Całkiem niedawno zaliczyłam zupełnie nieplanowane wakacje. 2 października porzuciłam pracę, a że ostatni urlop miałam w sierpniu 2013 r., postanowiłam skorzystać z okazji i gdzieś wyjechać. Była to tym ważniejsza decyzja, że pierwszy raz miałam wyruszyć na wakacje sama. Ale o tym kiedy indziej. 😉
Padło na Rodos, ponieważ zależało mi na w miarę krótkim locie (6-godzinna podróż na Kanary to moim zdaniem zdecydowanie za długo, jeśli leci się samemu) i ciepłym klimacie.
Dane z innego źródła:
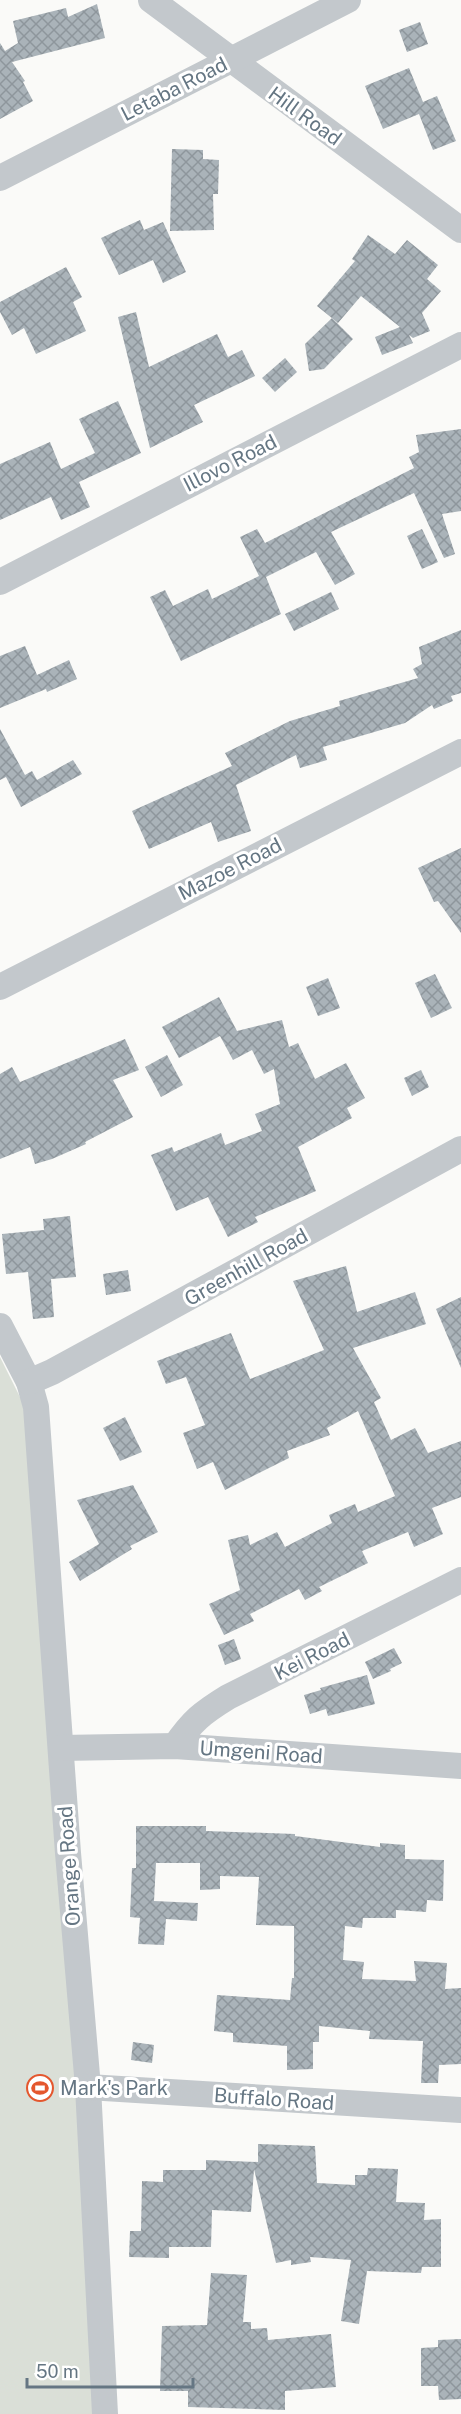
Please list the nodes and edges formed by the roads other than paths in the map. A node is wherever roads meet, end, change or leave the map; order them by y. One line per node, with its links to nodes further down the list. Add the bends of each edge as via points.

Nie bez znaczenia była tu opinia Life Managerki, która stwierdziła, że na żadnej innej greckiej wyspie nie było tak gorąco. 😉
I tak 13 października wylądowałam na Rodos. Za oknem pochmurno, 21°C wg słów pilota. Zonk. Jednak ledwo wyszłam z samolotu, przekonałam się, że jest zdecydowanie cieplej. I taka pogoda utrzymała się przez cały tydzień.
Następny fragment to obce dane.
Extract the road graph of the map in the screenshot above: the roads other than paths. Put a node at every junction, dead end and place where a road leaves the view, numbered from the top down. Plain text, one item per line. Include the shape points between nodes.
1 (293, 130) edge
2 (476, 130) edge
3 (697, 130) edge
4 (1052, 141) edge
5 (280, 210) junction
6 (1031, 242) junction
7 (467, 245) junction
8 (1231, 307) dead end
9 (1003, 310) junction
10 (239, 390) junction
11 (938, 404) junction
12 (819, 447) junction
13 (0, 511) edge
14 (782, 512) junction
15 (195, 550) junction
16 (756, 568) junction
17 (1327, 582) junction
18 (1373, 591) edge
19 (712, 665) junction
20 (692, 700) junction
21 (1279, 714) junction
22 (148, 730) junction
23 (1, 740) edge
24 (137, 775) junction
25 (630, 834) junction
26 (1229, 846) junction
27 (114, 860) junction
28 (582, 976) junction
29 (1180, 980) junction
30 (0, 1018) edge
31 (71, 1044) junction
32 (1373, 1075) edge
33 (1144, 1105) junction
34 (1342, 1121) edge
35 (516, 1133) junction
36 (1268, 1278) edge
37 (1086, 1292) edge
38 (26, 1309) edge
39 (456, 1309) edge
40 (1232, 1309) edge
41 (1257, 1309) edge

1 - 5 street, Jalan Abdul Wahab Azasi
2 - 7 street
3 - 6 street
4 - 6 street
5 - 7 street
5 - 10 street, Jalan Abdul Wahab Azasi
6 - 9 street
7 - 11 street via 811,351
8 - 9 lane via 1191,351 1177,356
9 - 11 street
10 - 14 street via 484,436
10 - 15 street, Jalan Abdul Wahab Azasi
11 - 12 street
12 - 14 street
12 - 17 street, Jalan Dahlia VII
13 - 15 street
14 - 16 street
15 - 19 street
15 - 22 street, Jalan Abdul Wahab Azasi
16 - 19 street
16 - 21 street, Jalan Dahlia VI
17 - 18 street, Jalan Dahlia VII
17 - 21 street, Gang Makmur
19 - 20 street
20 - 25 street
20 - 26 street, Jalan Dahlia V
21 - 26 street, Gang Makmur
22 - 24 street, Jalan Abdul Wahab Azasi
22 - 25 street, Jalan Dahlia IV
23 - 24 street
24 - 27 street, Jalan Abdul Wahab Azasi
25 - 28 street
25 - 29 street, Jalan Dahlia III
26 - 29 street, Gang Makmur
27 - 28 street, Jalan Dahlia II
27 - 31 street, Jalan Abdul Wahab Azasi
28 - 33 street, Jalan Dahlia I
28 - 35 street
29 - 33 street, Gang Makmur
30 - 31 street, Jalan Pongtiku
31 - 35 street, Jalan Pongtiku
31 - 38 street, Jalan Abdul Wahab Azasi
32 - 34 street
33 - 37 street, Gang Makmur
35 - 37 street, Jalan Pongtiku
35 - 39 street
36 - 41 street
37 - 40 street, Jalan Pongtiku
Z wyjątkiem jednego popołudnia, kiedy to… lunął deszcz.
Jednak nie popsuło mi to humoru. Nadal było ciepło, a z uroczej tawerny, znad kubka gorącej czekolady i kieliszka prosecco mogłam podziwiać deszczowy morski krajobraz.
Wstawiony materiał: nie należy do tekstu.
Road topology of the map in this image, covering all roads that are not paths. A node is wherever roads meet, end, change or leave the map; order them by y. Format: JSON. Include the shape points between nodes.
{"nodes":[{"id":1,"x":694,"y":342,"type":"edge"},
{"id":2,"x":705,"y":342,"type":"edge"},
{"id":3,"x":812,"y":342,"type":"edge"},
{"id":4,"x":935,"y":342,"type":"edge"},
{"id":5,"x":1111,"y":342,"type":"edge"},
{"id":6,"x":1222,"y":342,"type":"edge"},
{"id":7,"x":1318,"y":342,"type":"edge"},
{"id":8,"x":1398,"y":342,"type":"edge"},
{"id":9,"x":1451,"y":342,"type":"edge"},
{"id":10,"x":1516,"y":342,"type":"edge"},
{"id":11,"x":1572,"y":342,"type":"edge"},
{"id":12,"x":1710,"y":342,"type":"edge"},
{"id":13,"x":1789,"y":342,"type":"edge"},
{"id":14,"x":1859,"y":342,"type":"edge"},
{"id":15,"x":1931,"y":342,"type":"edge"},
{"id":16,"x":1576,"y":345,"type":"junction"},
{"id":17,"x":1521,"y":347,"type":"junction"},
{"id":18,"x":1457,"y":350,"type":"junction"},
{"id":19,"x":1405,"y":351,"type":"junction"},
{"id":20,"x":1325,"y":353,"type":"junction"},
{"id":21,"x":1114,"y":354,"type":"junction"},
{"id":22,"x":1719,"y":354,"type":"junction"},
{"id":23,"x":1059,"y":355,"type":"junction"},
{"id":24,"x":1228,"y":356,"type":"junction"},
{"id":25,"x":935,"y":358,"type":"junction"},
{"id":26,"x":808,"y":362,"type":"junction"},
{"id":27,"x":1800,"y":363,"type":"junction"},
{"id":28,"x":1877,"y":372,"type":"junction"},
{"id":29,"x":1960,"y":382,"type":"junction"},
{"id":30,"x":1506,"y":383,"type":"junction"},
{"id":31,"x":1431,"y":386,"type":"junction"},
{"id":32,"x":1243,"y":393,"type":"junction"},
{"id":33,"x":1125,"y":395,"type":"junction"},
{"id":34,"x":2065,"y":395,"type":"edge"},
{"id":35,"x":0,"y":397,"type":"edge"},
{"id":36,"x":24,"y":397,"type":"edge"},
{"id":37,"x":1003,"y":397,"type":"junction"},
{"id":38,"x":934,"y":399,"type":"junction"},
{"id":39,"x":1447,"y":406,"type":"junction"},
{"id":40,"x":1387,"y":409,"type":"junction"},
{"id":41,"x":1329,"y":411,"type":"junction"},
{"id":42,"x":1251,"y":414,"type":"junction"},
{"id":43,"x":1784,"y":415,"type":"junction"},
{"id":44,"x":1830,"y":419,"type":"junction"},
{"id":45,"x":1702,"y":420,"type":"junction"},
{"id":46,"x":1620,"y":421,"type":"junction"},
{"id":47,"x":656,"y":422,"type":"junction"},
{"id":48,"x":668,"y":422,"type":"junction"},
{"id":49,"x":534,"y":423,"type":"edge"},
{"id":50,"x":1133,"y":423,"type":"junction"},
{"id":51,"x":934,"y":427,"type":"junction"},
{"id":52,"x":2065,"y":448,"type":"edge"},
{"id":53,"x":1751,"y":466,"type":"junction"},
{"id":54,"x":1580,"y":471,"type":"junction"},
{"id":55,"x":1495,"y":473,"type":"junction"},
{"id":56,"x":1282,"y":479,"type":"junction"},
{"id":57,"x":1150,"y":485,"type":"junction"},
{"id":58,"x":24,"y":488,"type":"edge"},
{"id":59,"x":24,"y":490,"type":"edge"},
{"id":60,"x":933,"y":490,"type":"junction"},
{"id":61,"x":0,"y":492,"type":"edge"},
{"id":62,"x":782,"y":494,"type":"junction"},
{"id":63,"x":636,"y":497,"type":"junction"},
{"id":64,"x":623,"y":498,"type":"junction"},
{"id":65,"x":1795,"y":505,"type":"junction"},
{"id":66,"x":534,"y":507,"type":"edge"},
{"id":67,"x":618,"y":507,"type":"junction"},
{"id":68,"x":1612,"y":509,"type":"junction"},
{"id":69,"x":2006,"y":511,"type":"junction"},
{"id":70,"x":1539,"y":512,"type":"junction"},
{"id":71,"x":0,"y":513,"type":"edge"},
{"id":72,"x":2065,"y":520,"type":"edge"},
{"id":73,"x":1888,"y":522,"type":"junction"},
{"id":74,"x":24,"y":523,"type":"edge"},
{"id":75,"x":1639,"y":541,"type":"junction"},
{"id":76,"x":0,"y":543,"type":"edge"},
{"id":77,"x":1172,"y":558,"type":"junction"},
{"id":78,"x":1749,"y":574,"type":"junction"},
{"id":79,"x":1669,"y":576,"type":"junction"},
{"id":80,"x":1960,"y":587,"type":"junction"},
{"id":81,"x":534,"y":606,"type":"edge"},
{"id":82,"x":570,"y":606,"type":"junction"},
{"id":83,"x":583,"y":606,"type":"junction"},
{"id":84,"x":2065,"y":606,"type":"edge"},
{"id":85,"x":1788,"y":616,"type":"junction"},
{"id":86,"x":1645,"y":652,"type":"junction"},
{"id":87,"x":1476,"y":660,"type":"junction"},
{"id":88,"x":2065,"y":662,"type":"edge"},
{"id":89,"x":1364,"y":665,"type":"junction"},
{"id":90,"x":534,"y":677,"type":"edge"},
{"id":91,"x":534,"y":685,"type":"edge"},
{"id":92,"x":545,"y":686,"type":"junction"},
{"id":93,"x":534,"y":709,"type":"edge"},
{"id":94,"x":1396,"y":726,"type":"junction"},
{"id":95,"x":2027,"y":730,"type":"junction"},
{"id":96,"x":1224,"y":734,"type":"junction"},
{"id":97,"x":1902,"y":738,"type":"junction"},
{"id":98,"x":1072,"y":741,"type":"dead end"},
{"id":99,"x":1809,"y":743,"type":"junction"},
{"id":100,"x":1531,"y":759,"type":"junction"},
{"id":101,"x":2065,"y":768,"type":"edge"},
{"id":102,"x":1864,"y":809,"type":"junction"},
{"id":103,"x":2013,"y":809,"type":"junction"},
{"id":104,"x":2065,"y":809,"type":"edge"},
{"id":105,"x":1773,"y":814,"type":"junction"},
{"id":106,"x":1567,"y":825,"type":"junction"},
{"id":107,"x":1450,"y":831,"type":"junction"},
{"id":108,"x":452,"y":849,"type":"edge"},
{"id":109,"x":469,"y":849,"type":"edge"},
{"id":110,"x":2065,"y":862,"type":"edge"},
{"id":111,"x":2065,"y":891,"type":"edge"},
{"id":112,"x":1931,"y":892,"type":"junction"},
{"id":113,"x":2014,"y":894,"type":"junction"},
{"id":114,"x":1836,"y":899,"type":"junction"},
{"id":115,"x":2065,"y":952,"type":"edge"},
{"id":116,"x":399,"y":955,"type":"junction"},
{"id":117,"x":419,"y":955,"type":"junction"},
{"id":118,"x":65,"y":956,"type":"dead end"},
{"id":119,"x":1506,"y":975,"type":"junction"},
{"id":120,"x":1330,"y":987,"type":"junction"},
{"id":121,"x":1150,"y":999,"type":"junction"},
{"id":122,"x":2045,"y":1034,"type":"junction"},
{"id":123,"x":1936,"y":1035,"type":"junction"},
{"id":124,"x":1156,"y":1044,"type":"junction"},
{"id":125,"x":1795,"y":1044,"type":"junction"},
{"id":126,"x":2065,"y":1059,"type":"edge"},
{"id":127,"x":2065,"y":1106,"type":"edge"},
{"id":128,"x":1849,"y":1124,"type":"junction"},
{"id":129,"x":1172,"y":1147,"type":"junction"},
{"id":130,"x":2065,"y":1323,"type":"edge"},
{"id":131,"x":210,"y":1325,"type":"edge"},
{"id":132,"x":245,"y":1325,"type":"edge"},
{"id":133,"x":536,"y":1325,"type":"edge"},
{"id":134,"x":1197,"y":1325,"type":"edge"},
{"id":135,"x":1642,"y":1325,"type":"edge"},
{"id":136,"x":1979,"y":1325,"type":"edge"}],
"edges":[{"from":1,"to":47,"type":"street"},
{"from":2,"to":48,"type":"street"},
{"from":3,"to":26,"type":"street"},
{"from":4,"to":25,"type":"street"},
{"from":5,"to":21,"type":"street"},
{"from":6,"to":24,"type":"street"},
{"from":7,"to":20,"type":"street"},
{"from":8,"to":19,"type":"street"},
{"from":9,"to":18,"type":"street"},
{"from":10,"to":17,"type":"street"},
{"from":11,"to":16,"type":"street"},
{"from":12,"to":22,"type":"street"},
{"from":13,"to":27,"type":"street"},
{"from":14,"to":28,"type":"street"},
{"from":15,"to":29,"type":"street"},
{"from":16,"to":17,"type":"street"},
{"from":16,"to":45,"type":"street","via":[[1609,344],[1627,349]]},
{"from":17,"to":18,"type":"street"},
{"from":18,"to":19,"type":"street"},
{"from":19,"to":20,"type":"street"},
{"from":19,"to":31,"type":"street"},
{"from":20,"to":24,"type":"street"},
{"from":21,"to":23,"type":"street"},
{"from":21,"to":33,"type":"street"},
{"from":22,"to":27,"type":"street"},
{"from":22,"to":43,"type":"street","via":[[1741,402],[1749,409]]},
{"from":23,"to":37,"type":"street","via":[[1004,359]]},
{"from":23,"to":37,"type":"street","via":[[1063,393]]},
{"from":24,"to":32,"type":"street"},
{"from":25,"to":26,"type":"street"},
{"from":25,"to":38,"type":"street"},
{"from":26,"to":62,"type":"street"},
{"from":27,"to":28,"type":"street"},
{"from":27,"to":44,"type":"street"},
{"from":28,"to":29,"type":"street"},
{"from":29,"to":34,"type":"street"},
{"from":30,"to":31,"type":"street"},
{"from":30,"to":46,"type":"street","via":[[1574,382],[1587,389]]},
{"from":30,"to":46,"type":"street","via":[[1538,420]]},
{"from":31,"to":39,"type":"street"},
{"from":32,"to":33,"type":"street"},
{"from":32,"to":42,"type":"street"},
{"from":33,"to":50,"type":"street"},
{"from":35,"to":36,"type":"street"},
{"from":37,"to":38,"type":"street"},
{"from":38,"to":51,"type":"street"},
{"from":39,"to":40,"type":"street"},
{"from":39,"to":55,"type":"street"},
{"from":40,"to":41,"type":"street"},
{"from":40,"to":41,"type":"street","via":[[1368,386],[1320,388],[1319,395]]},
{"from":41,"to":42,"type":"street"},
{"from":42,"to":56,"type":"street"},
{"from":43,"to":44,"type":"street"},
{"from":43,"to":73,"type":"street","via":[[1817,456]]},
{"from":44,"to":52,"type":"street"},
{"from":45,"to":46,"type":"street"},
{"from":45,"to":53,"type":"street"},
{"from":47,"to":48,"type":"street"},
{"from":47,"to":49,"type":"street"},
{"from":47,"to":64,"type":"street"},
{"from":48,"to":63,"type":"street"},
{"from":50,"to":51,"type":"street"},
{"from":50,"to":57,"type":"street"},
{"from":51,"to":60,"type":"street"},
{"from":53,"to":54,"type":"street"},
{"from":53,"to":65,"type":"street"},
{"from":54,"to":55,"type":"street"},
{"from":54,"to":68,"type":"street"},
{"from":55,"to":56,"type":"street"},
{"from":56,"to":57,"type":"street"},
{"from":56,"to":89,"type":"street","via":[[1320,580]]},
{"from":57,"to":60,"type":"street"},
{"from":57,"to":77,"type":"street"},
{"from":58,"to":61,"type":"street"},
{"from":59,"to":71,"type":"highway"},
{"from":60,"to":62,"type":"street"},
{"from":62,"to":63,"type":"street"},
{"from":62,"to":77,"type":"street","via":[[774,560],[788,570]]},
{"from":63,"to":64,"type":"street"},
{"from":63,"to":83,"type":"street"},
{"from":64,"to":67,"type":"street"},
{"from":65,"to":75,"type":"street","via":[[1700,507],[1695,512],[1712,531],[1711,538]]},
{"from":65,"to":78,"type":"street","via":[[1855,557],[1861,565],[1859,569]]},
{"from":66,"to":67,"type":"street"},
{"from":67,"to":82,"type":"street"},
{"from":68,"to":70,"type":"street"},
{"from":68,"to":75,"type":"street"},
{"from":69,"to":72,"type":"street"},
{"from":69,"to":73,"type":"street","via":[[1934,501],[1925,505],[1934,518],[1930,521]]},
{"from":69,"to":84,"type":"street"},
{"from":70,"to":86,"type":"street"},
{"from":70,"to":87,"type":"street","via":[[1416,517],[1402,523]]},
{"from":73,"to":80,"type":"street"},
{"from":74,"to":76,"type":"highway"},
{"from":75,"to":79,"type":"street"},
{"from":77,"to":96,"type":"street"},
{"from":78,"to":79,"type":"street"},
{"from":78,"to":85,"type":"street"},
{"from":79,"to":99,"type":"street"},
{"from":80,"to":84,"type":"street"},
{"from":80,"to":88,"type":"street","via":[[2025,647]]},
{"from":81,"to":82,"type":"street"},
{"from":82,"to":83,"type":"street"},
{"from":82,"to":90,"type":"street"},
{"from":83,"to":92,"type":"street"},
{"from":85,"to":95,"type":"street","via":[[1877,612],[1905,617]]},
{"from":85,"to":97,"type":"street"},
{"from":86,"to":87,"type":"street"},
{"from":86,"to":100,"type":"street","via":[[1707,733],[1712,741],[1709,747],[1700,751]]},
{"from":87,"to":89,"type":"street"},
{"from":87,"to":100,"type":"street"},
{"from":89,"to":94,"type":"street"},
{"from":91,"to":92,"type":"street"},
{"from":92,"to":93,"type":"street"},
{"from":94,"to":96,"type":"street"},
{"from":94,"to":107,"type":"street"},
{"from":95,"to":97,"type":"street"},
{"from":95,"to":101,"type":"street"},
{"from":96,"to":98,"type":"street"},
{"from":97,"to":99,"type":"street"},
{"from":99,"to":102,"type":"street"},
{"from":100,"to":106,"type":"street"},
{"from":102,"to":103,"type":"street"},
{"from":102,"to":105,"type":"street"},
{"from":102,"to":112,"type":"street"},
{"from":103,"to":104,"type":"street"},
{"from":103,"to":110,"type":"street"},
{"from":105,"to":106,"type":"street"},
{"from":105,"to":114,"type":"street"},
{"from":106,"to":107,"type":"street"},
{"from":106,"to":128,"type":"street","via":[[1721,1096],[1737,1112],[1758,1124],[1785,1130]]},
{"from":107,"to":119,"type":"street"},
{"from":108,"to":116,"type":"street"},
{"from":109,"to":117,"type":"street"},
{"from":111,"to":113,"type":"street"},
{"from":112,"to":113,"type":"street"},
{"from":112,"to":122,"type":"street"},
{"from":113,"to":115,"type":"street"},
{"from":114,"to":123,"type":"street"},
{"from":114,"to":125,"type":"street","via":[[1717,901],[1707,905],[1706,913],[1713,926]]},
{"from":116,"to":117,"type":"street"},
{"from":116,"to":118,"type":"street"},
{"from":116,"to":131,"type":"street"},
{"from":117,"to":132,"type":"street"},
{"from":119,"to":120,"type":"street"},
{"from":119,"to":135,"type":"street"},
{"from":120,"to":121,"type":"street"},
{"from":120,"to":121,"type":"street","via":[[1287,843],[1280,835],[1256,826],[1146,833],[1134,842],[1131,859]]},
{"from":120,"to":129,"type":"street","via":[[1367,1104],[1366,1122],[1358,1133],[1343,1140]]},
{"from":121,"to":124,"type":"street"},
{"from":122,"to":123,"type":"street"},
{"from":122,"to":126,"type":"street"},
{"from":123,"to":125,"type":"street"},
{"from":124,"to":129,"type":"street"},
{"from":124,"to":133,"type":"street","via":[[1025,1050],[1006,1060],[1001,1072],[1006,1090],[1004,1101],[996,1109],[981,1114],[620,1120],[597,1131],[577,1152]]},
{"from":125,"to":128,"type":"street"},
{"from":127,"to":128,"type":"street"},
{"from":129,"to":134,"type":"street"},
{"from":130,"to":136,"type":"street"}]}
Plan wakacyjny był taki – robić to, na co mam ochotę. I tak 4 dni spędziłam na plaży, nad basenem i spacerując po okolicy, a 3 poświęciłam na zwiedzanie wyspy. Nie mam pojęcia, jakim cudem ludziom udaje się zobaczyć całe Rodos w jeden dzień. Sama Dolina Motyli to 2 godziny chodzenia…mimo że motyli nie było. Tylko… kraby. 😉
Najbardziej zachwyciły mnie termy w Kalithei.
Dzięki dawnym zdjęciom i panującej tam atmosferze przeniosłam się w lata 30. XX wieku. Panowie w garniturach, panie w sukniach lub charakterystycznych kostiumach. Tańce, zabawy, dyskusje. Papierosy i wino.
Kolejne miejsce warte polecenia to zatoka Anthoniego Queena, w której kręcono „Działa Navarony”. Przepiękne turkusowo-granatowe morze otoczone surowymi skałami. Uwielbiam takie widoki.
Pisząc o Rodos, nie można też zapomnieć o Lindos, malowniczej zabytkowej wiosce (wiosce, bo według Rodyjczyków jedynym miastem na wyspie jest stolica) położonej na skałach nad brzegiem morza. Wąskie uliczki, białe zabytkowe domy, wszechobecna mozaika z kamieni i…osły, służące za taksówki. 😉
Największy zawód sprawiła mi chyba sama stolica. Zabytkowa część Rodos została dosłownie zalana chińskimi pamiątkami oraz tureckimi podróbkami markowych ciuchów i torebek. W tym gąszczu tandety ciężko dostrzec samo stare miasto. Na szczęście po zboczeniu z głównych uliczek udało mi się zobaczyć kilka perełek.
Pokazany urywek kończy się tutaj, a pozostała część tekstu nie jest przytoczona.